On 03/17/2011 05:29 AM, Niels Möller wrote:
Daniel Kahn Gillmor dkg@fifthhorseman.net writes:
My problem with this is that i then have to handle the case where the user invokes process() without having remembered to set a key.
Can't you just raise some error ?
Sure, but that introduces a different kind of ugliness -- i'm not sure that trading off this ugliness for the other one is worthwhile, though i'm willing to be convinced.
You'd need to have some flag to remember if it's been initialized, but you need that anyway for the is_encrypt method, right?
i'm not sure i see the parallel. is_encrypt() says whether the Crypt::Nettle::Cipher object was initialized as an encrypting cipher or a decrypting cipher.
I'm actually not enforcing any of these constraints in the perl code -- they'll just crop up if the user passes the wrong data down to the library underneath.
That seems a bit dangerous.
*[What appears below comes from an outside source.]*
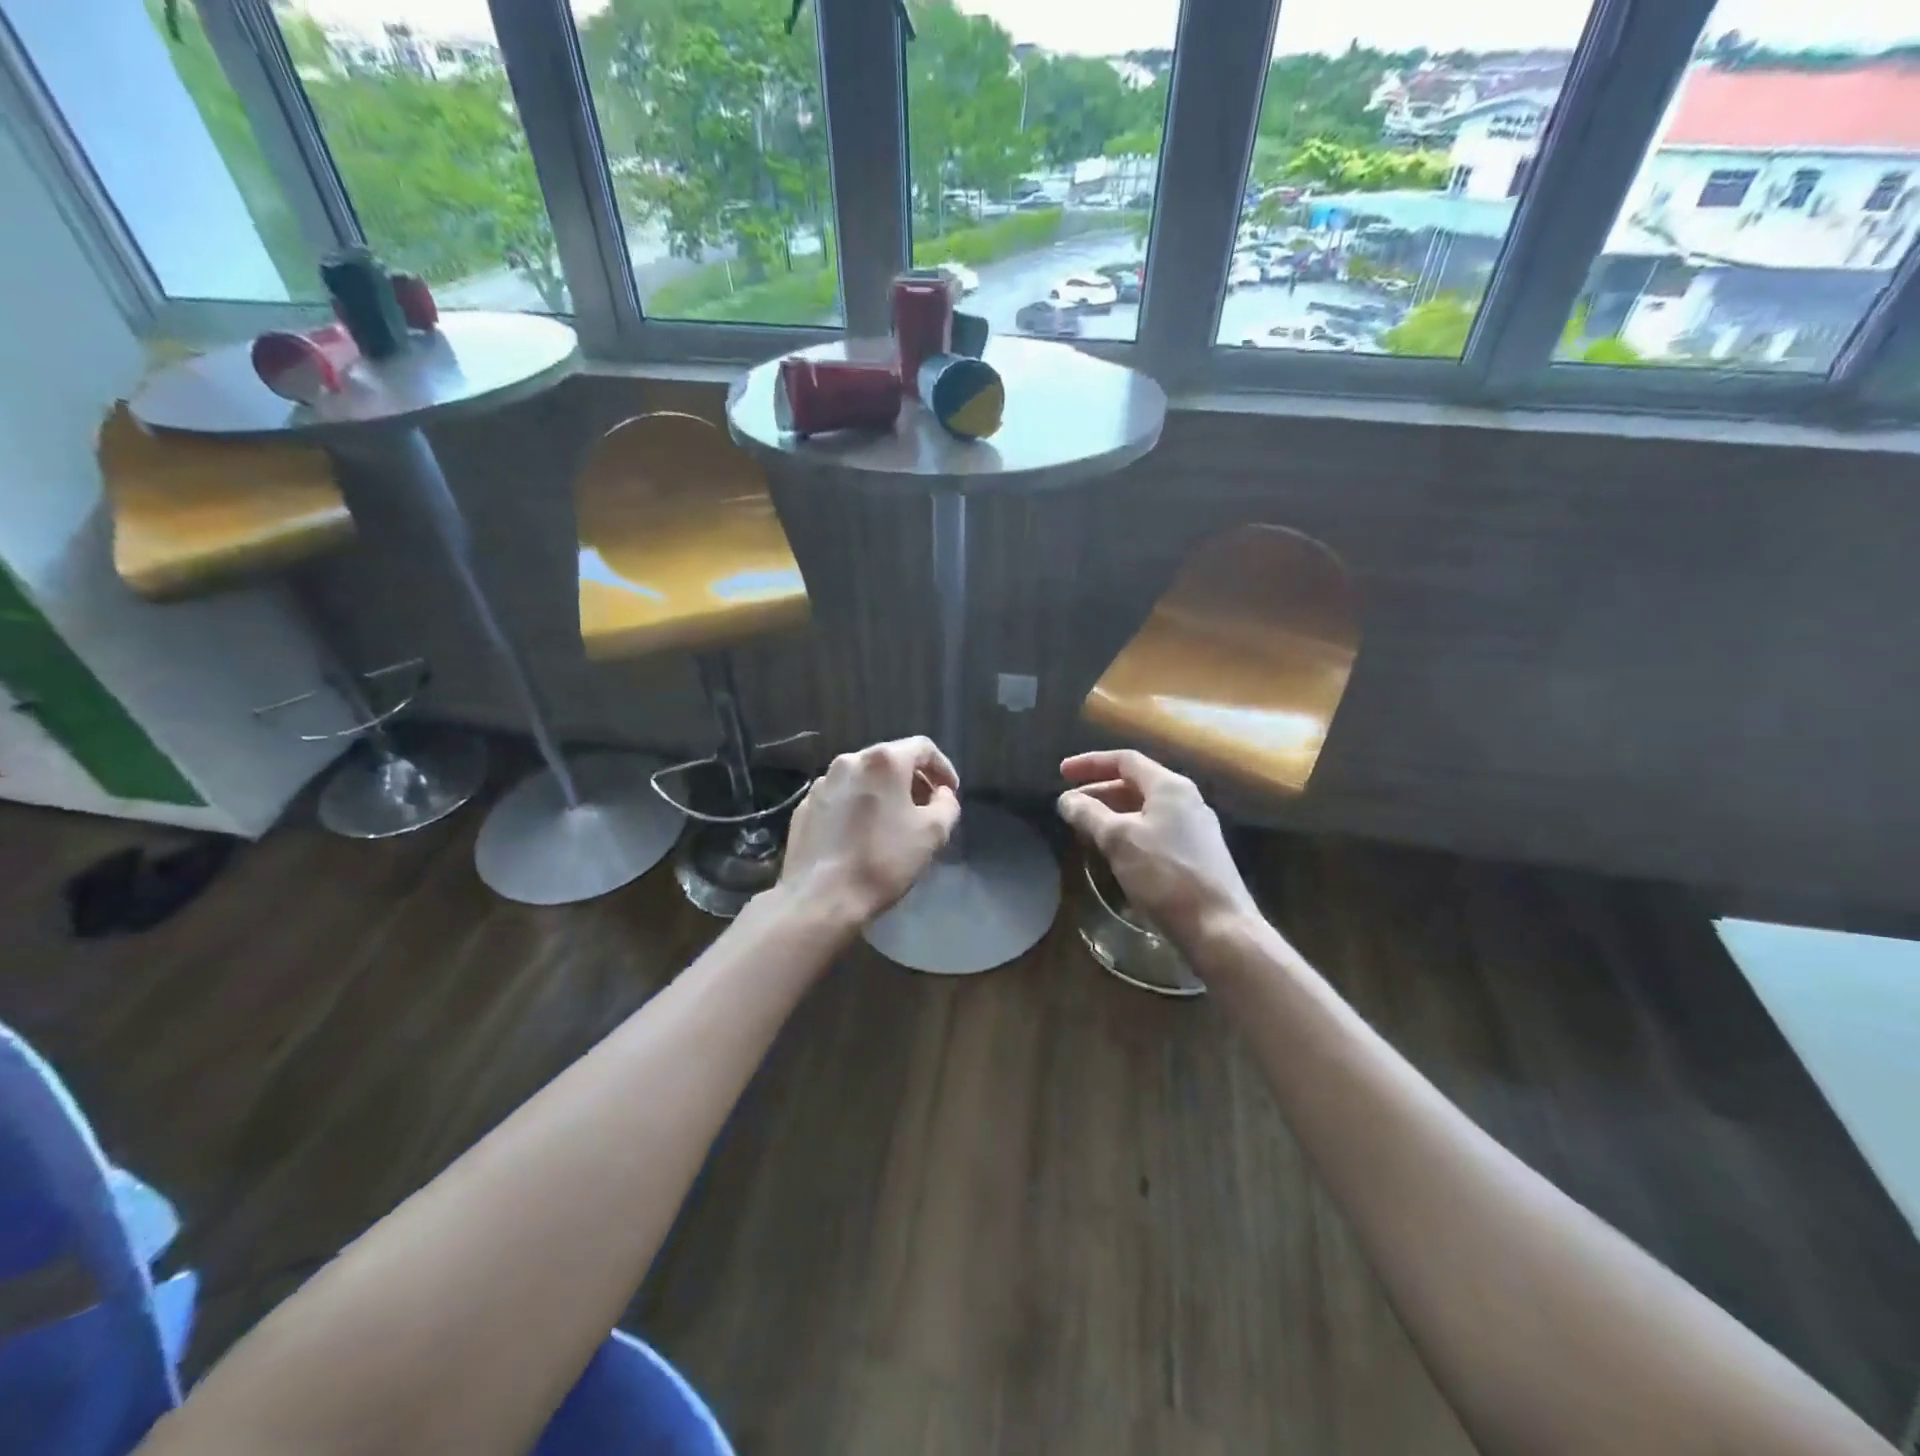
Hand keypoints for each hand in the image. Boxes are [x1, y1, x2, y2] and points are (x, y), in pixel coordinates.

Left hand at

I thought the principle was that it shouldn't be easy to write perl code which triggers some assertion failure in some C routine.
Yes, that would be ideal. I think the right way to go in the long term (as noted in the BUGS section of Cipher.pm) is to add internal buffering for process() calls so the user can pass arbitrarily-sized data to the object.
The extra fiddly bits with this arrangement are:
0) process_in_place() is still brittle: you won't be able to call it at all if the internal buffer isn't on a clean block boundary, and you also won't be able to call it with arbitrary-sized data.
1) the data retrieved from process() isn't guaranteed to be the same size as the data fed in.
2) i'll need to introduce a finish() call that handles some sort of padding and emits the final data.
It's a bunch more bookkeeping internally, but it does seem like it would let the user treat the block ciphers as something approximating a stream cipher without having to think much about it, which would be nice.
I think getting RSA working is higher priority for me at the moment, but i'll certainly keep this suggestion on my plate.
It's in the CVS version of Nettle, but not yet in any release. Maybe most of the discussion was private rather than on this list?
When a new version is released, i'll be happy to update the perl bindings to enable access to the new features :)
Is the revision control for Nettle publicly visible?